Mr. Toad's Wild Ride

Summer Sun, 20 x 28, oil on linen
A beautiful barn across from my Uncle Reid and Aunt Marilyn's ranch in Oregon.

The Wind in the Willows, by Kenneth Grahame was my brother Todd's favorite book. At least when he was young. It was the adventures of Toad that most entertained my brother, and he would entertain me with his retelling of Toad's catastrophes.

I found kinship with Ratty, who says somewhere along the way, There is nothing - absolutely nothing - half so much worth doing as simply messing about in boats. Well, until last week.

I headed out for Denver a bit late last Tuesday - no surprise there - but looking forward to the show as I am feeling pretty good about the work I have put together this spring. By Thursday morning I was looking to arrive right about on time as I headed across Nebraska. At about 9, a truck pulling a big horse trailer was merging down the on-ramp along I 80, I switched left, came around admiring the handsome buckskin in the trailer, and merged back right ahead of the truck/trailer.
Corn Crib, Summer, 30 x 30 inches, oil on linen.

And the back fell off the van. Or it felt that way. A tremendous lurch, the back dropped all out-a-whack. I looked in the rear view, expecting to see daylight and the truck trailer running over all my paintings. But the van was intact. I checked the passenger side rear view and there was a huge shower of sparks jetting out the back. And then a blur passed me on the shoulder to the right, dropped down in the ditch, and launched off the far-side. My wheel cleared the barb wire fence by at least ten feet, sailed 50, 60 feet and landed in a corn field. I could see the corn vibrate as the tire continued on it's way - doing about 70 mph. Fortunately it was a big field.

All the visions of long-ago driver's-ed flashed through my head. Shouldn't I be battling to keep control, to keep from going into some highway death-roll? My life flashing before my eyes?
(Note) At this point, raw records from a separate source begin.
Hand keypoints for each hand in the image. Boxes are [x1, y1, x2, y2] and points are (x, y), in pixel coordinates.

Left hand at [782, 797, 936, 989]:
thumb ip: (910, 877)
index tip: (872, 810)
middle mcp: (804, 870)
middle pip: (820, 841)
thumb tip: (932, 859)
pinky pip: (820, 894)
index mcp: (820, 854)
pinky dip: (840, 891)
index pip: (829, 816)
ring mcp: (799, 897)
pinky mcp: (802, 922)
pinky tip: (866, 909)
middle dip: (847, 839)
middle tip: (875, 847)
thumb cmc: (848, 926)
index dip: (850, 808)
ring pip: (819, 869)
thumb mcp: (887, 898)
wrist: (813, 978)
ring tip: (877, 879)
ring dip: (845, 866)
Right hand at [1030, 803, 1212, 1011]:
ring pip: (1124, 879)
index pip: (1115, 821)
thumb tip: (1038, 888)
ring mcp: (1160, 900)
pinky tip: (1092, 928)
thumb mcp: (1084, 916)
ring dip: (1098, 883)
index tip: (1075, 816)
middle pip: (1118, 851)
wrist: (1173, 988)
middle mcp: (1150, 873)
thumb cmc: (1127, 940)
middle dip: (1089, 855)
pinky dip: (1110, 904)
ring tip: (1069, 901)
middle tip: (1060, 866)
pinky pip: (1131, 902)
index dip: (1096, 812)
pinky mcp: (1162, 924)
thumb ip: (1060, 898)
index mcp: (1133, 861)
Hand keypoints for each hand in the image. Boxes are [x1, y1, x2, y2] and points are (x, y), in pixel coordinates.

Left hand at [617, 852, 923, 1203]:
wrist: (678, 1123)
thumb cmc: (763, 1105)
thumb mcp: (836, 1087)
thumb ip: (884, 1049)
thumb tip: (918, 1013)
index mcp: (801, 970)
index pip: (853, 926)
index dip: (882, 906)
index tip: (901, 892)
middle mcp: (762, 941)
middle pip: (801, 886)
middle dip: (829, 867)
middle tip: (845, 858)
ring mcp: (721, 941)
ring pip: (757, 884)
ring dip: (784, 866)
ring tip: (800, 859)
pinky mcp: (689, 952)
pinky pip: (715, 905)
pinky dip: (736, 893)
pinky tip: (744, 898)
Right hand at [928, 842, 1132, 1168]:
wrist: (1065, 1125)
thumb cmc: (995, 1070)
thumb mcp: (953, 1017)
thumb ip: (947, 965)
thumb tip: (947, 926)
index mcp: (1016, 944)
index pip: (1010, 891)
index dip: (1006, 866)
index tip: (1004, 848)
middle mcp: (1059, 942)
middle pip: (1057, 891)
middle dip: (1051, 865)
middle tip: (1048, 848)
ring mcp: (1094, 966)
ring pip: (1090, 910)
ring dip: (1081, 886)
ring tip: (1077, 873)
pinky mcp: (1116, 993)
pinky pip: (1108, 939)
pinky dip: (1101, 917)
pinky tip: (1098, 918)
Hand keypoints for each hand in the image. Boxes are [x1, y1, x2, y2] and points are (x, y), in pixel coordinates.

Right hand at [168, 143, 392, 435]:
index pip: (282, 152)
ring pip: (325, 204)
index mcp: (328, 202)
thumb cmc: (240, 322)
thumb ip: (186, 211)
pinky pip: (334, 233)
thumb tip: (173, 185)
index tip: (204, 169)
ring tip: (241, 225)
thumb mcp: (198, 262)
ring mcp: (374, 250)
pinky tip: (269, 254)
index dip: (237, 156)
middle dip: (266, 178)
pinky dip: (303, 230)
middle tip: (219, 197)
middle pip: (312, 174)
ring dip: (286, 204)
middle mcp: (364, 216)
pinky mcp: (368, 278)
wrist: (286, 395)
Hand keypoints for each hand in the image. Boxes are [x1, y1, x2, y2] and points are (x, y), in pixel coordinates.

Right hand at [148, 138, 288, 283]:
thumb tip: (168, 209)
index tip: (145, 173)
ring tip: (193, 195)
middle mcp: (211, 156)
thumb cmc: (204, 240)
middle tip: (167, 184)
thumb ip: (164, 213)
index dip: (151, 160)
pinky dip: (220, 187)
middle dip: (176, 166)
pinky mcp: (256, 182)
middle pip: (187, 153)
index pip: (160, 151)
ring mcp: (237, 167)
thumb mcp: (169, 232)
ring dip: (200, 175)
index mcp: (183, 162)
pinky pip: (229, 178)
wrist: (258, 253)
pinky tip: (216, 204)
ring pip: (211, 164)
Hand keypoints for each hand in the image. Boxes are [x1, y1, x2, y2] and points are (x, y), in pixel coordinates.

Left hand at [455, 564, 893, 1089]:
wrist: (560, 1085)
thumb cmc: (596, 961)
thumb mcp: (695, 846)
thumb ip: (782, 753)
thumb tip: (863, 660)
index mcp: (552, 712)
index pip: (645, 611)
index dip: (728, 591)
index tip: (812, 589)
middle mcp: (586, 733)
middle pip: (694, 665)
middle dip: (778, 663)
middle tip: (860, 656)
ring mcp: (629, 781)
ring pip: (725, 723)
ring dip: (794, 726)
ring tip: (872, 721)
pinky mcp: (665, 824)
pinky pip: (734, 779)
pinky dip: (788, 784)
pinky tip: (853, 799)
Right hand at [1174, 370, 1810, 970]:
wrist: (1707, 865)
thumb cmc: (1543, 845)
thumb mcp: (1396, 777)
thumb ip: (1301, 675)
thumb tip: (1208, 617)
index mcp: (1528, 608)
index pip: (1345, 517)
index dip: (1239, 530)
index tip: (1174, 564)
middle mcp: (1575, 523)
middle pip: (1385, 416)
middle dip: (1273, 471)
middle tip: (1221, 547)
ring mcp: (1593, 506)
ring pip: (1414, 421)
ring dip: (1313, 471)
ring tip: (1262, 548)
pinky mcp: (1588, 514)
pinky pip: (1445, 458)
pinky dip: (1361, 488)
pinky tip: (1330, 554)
I've always known the Jug was not a high-performance, quick turning demon. It's not her job. She's a tank. Turns out she really likes to go straight. I put the blinker on, pulled over, a few calls to AAA had me a tow truck in 20 minutes. The great guys at Moguls Transmission in York, Nebraska got on the phone and found me some salvage parts, and had me back on the road by 3:30. An advantage to driving an old ...... I mean vintage, Chevy van is parts are plentiful.

The show in Denver was great, I'm leaving a few pieces behind. Off to get a matching pair of tires, then up to Wyoming to fish for a few days, and on to Yellowstone for some drawing/painting/hiking/fishing.

When you have your car worked on, always check the lug nuts yourself.

Corn Crib, Winter, 30 x 30 inches, oil on linen.